Según los organizadores, el resultado de la colecta, hasta el momento, es “muy floja”. Y aunque no se atreven a definir las causas, todos sospechan que la crisis económica y el desánimo general tienen bastante que ver en la magra campaña

La colecta comenzó el 1° del actual y continuará hasta fin de mes. El mecanismo para colaborar es simple: se llama al 0605-111-2345 y por cada llamada se donan $ 5 que se debitan luego de la factura telefónica.

Se puede llamar desde la Capital, el Gran Buenos Aires y Córdoba. Además, quien quiera realizar aportes por medio de su tarjeta de crédito puede hacerlo por el 0810-2 Caritas, es decir, 0810-2-2274827.

De los cinco pesos que se donan por teléfono, Caritas recibe $ 4,43. El resto cubre los gastos del sistema de colectas telefónicas.

Con los aportes recibidos, Caritas solventa programas destinados a la infancia, la atención familiar y el desarrollo comunitario en todo el país.

En la campaña del año último se recibieron más de 25.000 llamadas.

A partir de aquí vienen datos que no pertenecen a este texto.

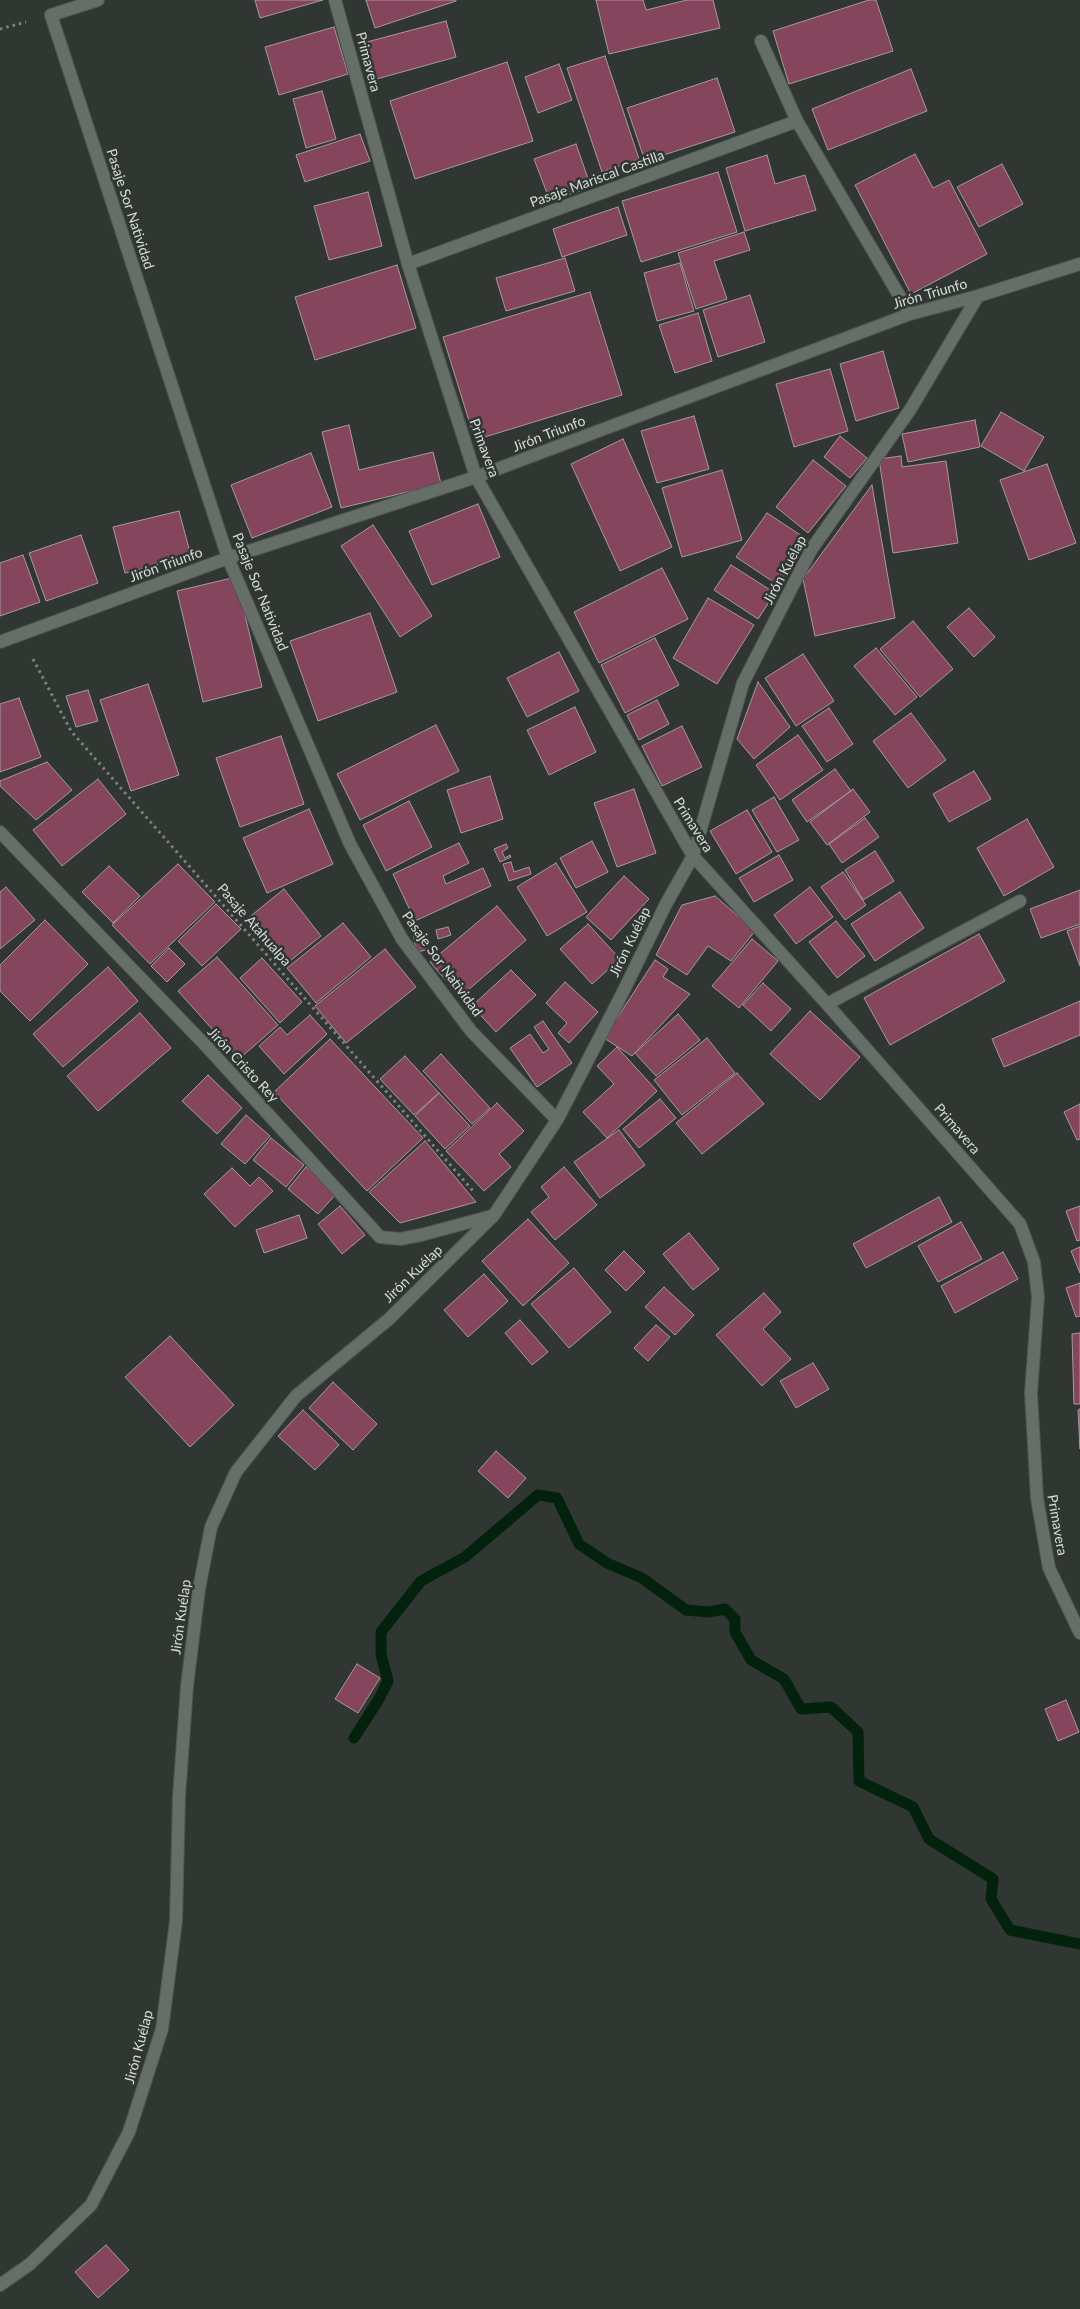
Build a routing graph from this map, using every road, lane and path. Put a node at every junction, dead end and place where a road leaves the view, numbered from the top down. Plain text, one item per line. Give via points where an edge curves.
1 (98, 0) edge
2 (335, 0) edge
3 (761, 41) dead end
4 (797, 121) junction
5 (408, 264) junction
6 (1080, 264) edge
7 (978, 296) junction
8 (910, 314) junction
9 (476, 477) junction
10 (228, 558) junction
11 (20, 634) junction
12 (0, 642) edge
13 (0, 832) edge
14 (692, 856) junction
15 (1020, 900) dead end
16 (827, 1004) junction
17 (557, 1120) junction
18 (494, 1215) junction
19 (1080, 1633) edge
20 (0, 2285) edge

1 - 10 street, Pasaje Sor Natividad via 51,15
2 - 5 street, Primavera
3 - 4 street
4 - 5 street, Pasaje Mariscal Castilla
4 - 8 street
5 - 9 street, Primavera
6 - 7 street, Jirón Triunfo
7 - 8 street, Jirón Triunfo
7 - 14 street, Jirón Kuélap via 910,410 811,550 743,683
8 - 9 street, Jirón Triunfo
9 - 10 street, Jirón Triunfo
9 - 14 street, Primavera
10 - 11 street, Jirón Triunfo
10 - 17 street, Pasaje Sor Natividad via 350,844 402,939 472,1031
11 - 12 street, Jirón Triunfo
11 - 18 path, Pasaje Atahualpa via 71,730
13 - 18 street, Jirón Cristo Rey via 208,1048 380,1236 421,1235
14 - 16 street, Primavera
14 - 17 street, Jirón Kuélap
15 - 16 street
16 - 19 street, Primavera via 1020,1224 1034,1262 1038,1297 1031,1393 1037,1498 1049,1568
17 - 18 street, Jirón Kuélap
18 - 20 street, Jirón Kuélap via 388,1318 296,1396 236,1472 211,1527 199,1589 187,1686 176,1921 162,2029 129,2132 91,2204 30,2264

La recaudación se destinó principalmente al sostenimiento de centros de atención familiar, comedores, jardines maternales, hogares de niños y a proyectos de educación y salud.

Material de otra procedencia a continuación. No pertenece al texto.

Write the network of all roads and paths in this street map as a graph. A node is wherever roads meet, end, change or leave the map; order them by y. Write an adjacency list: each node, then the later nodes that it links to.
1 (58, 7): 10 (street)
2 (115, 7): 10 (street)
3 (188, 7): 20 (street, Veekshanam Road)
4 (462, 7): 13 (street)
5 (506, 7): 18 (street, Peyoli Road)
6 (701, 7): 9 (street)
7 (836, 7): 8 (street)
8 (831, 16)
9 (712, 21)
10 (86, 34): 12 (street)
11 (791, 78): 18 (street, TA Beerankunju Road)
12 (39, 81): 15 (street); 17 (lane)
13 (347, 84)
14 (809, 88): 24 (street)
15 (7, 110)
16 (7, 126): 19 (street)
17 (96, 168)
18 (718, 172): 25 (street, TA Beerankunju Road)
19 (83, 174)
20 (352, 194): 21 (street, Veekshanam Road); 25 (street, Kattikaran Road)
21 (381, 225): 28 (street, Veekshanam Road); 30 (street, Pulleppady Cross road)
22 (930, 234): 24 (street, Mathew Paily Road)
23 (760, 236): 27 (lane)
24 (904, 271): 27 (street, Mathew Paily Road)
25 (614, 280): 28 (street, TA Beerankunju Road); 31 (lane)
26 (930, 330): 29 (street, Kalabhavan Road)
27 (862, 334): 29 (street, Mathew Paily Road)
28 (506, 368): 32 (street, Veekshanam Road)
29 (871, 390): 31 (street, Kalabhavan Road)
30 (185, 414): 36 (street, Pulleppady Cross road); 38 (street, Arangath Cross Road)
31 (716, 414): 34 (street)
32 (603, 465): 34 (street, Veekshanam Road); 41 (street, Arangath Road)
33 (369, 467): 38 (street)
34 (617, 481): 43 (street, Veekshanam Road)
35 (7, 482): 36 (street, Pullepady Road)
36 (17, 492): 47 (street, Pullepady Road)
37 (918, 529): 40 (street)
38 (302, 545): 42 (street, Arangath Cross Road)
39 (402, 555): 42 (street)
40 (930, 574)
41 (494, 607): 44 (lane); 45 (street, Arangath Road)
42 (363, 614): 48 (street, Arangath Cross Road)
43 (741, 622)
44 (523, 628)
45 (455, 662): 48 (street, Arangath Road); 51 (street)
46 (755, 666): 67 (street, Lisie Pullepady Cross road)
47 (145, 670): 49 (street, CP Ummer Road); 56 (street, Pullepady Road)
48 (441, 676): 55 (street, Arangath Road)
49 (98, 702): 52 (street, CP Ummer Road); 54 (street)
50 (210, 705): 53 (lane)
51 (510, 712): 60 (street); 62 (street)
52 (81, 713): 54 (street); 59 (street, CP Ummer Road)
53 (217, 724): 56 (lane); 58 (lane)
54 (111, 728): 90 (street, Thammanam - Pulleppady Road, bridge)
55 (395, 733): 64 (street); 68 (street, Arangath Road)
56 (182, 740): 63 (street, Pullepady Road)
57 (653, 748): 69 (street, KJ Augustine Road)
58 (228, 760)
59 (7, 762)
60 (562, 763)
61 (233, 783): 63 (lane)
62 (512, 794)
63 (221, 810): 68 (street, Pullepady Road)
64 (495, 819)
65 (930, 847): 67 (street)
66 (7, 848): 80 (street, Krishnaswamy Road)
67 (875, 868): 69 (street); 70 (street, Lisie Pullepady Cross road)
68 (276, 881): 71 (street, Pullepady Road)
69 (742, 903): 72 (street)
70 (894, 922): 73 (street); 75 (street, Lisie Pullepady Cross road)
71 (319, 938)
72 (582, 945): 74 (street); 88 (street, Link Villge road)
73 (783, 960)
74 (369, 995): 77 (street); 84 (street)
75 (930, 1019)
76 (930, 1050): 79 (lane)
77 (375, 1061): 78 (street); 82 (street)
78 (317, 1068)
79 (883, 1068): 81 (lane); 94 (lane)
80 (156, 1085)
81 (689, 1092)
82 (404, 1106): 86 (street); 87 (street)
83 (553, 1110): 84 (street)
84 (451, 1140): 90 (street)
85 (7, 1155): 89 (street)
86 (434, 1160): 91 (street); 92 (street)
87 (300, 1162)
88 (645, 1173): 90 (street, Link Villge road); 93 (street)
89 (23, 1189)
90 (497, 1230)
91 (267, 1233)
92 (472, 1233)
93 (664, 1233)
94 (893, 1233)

La colecta se realiza todos los años, desde 1994. Entre las siete campañas anteriores, Caritas recibió más de 350.000 llamadas. Sin embargo, en los últimos tres años la cantidad de aportes ha ido decreciendo, acompañando el deterioro del país.

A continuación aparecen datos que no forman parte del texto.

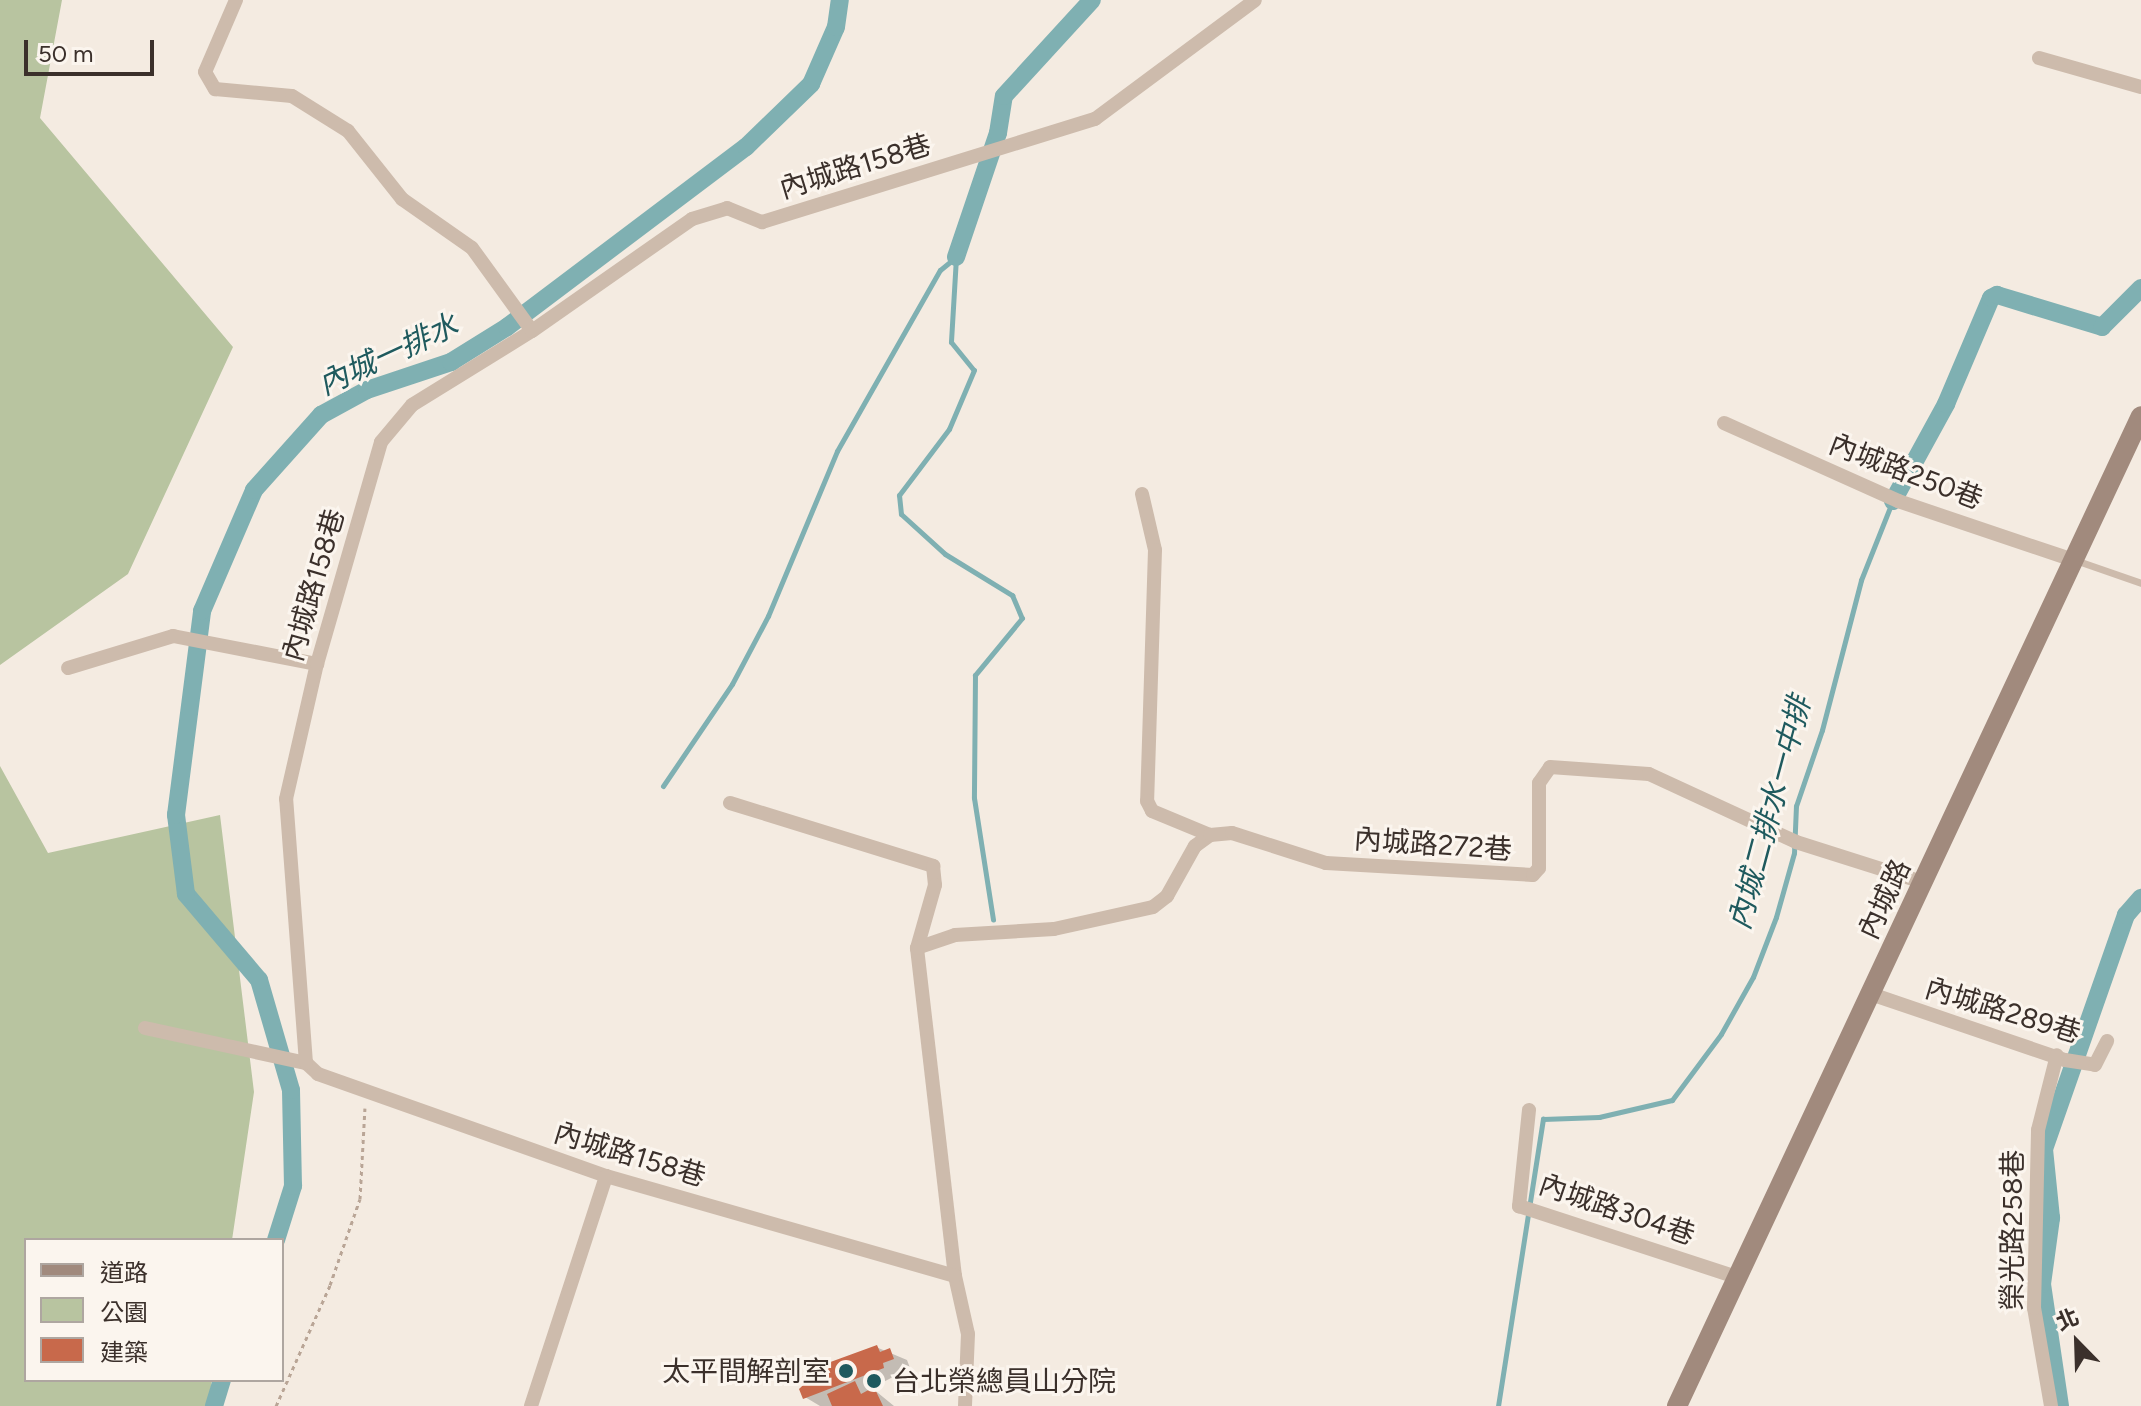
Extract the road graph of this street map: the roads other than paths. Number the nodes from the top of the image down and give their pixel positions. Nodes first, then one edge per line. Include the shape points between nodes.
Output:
1 (236, 0) edge
2 (1255, 0) edge
3 (2039, 58) dead end
4 (2141, 87) edge
5 (529, 327) junction
6 (2141, 416) edge
7 (1724, 423) dead end
8 (1142, 494) dead end
9 (2073, 560) junction
10 (2141, 583) edge
11 (317, 664) junction
12 (68, 668) dead end
13 (730, 803) dead end
14 (1210, 835) junction
15 (1922, 882) junction
16 (917, 948) junction
17 (1871, 994) junction
18 (145, 1028) dead end
19 (2107, 1041) dead end
20 (2061, 1057) junction
21 (300, 1061) junction
22 (1529, 1110) dead end
23 (606, 1176) junction
24 (955, 1276) junction
25 (1739, 1278) junction
26 (531, 1406) edge
27 (965, 1406) edge
28 (1677, 1406) edge
29 (2051, 1406) edge

1 - 5 street via 205,72 215,89 292,96 348,131 402,199 472,248
2 - 5 street, 內城路158巷 via 1095,119 762,222 727,208 692,219
3 - 4 street
5 - 11 street, 內城路158巷 via 412,405 381,442
6 - 9 street, 內城路
7 - 9 street, 內城路250巷 via 1898,501
8 - 14 street via 1155,550 1147,801 1152,811
9 - 10 lane
9 - 15 street, 內城路
11 - 12 street via 173,636
11 - 21 street, 內城路158巷 via 286,799
13 - 16 street via 933,866 935,885
14 - 15 street, 內城路272巷 via 1232,833 1326,863 1533,875 1539,868 1539,783 1550,767 1649,774 1796,842
14 - 16 street via 1184,859 1167,896 1153,907 1054,929 955,935
15 - 17 street, 內城路
16 - 24 street
17 - 20 street, 內城路289巷
17 - 25 street, 內城路
18 - 21 street
19 - 20 street, 內城路289巷 via 2095,1065
20 - 29 street, 榮光路258巷 via 2038,1130 2034,1308
21 - 23 street, 內城路158巷 via 366,1093
22 - 25 street, 內城路304巷 via 1519,1206
23 - 24 street, 內城路158巷
23 - 26 street
24 - 27 street via 968,1334
25 - 28 street, 內城路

En 1998 se recaudaron $ 215.000. El año siguiente la suma bajó a $175.000. Y el año último la colecta siguió cayendo: se recaudaron $ 130.000.

Esos fondos se distribuyen de la siguiente manera: el 39 por ciento se destina a programas de apoyo integral a la infancia; el 37 % al mantenimiento de centros de atención familiar; para educación, salud y otros servicios comunitarios se destina el 14 %de la recaudación, y el 10% restante se invierte en el interior.

Volver a empezar

“Compartir materialmente es un deber, pero cuando las carencias se acentúan y la incertidumbre parece ahogarnos hay que recurrir con más fuerza a los valores espirituales que en realidad deberían ser la riqueza más preciada”, destaca Pat.

El lector recuerda que “siempre se puede recomenzar” porque éste es el ejemplo de fe en Dios, que a veces “permite grandes males para conseguir inmensos bienes”.

“La fe puede mover montañas, sólo deseo que mueva los corazones de todos los argentinos.”

Celeste y blanca

Vaiks espera que en esta época surja “el verdadero ser argentino y que lo demostremos con actos no violentos”.

Para él, es el momento de colgar de las ventanas de nuestras casas esa bandera argentina que sacamos para los mundiales, y así pasar “una Navidad celeste y blanca”.

Con esperanza

Vicky dice que los argentinos “hoy más que nunca” deben unirse y mantener la esperanza.

También invita a hacer todo lo posible para que“al menos en nuestras familias” exista la fe en el porvenir”.